His sisters Birtha Lee Walker and Mary Lee Council told me that Eddie loved “country food,” and when he came home for visits, this is what he ate: corn bread and beans, collard greens, fried chicken, rutabagas, and sweet potato pie.
“The kids [his nephews and nieces] loved him to death,” said his oldest sister Birtha Lee, whom Eddie called “Sis.” “He used to tease them. He’d grab the food right off their plates with his hands, then hide it and claim to find it by accident. He was their favorite uncle. It was happy days when he came around.” Eddie would amuse the children with magic tricks, with quarters that appeared and disappeared in his hands and behind his ears.
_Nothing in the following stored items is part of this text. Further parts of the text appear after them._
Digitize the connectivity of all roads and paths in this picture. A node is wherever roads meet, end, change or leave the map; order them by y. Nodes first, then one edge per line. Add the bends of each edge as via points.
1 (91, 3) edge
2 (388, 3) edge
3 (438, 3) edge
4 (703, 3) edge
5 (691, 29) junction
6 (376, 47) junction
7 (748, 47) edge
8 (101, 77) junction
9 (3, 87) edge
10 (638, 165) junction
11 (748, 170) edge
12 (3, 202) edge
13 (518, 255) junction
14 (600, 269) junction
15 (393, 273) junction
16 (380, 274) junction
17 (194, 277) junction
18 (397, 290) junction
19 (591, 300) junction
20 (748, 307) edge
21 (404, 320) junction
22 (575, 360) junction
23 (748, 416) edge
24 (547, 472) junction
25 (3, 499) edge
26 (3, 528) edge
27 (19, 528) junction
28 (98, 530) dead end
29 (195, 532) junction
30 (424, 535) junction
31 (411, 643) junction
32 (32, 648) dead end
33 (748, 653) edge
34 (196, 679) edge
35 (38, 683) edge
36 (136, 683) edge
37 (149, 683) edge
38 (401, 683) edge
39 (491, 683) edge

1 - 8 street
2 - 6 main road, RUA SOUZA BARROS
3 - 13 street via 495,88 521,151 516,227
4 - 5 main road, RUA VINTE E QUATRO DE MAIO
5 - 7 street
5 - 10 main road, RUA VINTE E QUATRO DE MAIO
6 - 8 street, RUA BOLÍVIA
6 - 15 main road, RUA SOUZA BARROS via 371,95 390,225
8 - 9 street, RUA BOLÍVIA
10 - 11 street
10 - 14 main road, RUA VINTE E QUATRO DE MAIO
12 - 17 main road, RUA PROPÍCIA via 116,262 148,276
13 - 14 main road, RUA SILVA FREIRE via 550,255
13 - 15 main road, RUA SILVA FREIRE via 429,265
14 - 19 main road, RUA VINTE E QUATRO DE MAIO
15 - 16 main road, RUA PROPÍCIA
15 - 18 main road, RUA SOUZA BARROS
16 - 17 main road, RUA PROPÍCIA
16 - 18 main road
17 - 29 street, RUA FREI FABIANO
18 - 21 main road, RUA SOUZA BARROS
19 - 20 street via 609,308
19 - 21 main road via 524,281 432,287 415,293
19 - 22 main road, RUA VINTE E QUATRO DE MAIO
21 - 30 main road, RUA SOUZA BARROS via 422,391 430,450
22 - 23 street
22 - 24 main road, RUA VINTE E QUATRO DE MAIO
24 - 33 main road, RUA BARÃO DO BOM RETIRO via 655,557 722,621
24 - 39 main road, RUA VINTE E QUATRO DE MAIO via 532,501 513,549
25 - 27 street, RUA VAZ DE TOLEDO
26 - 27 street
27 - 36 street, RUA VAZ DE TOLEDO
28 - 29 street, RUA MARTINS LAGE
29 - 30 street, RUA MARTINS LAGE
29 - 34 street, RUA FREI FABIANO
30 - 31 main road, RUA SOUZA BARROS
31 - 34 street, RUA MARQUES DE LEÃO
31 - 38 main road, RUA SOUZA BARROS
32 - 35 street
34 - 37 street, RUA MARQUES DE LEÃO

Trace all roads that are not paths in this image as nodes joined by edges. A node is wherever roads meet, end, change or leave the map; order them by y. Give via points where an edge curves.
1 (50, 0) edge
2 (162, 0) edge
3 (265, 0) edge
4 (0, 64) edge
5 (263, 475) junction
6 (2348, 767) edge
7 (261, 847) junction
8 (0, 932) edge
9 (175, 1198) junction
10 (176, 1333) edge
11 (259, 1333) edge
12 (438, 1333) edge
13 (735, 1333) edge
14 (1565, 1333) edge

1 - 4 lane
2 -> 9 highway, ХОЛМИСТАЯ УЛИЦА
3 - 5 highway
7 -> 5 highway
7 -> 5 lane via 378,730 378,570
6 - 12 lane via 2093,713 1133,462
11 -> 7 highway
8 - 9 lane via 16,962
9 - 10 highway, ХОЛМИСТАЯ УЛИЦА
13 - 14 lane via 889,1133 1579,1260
Some of the adults around Vance called Eddie “Big Bubba” (bubba is a word in the Geechee dialect that means “brother”), but the children found that a mouthful, so they called Eddie instead “Uncle Big Bull”—and that nickname stuck. The uncles, meanwhile, also loved to see Shorty coming, for he would have a little bottle of whiskey for each of them.
Willie Perry is sitting on his porch on Camphorwood Road, a dirt road a stone’s throw from the Holly Hill track. We sit on rough wooden furniture in front of his not-so-mobile home with its tin roof, and I riffle the pages of Raymond Woolfe’s book, hoping they will stir this man’s memories.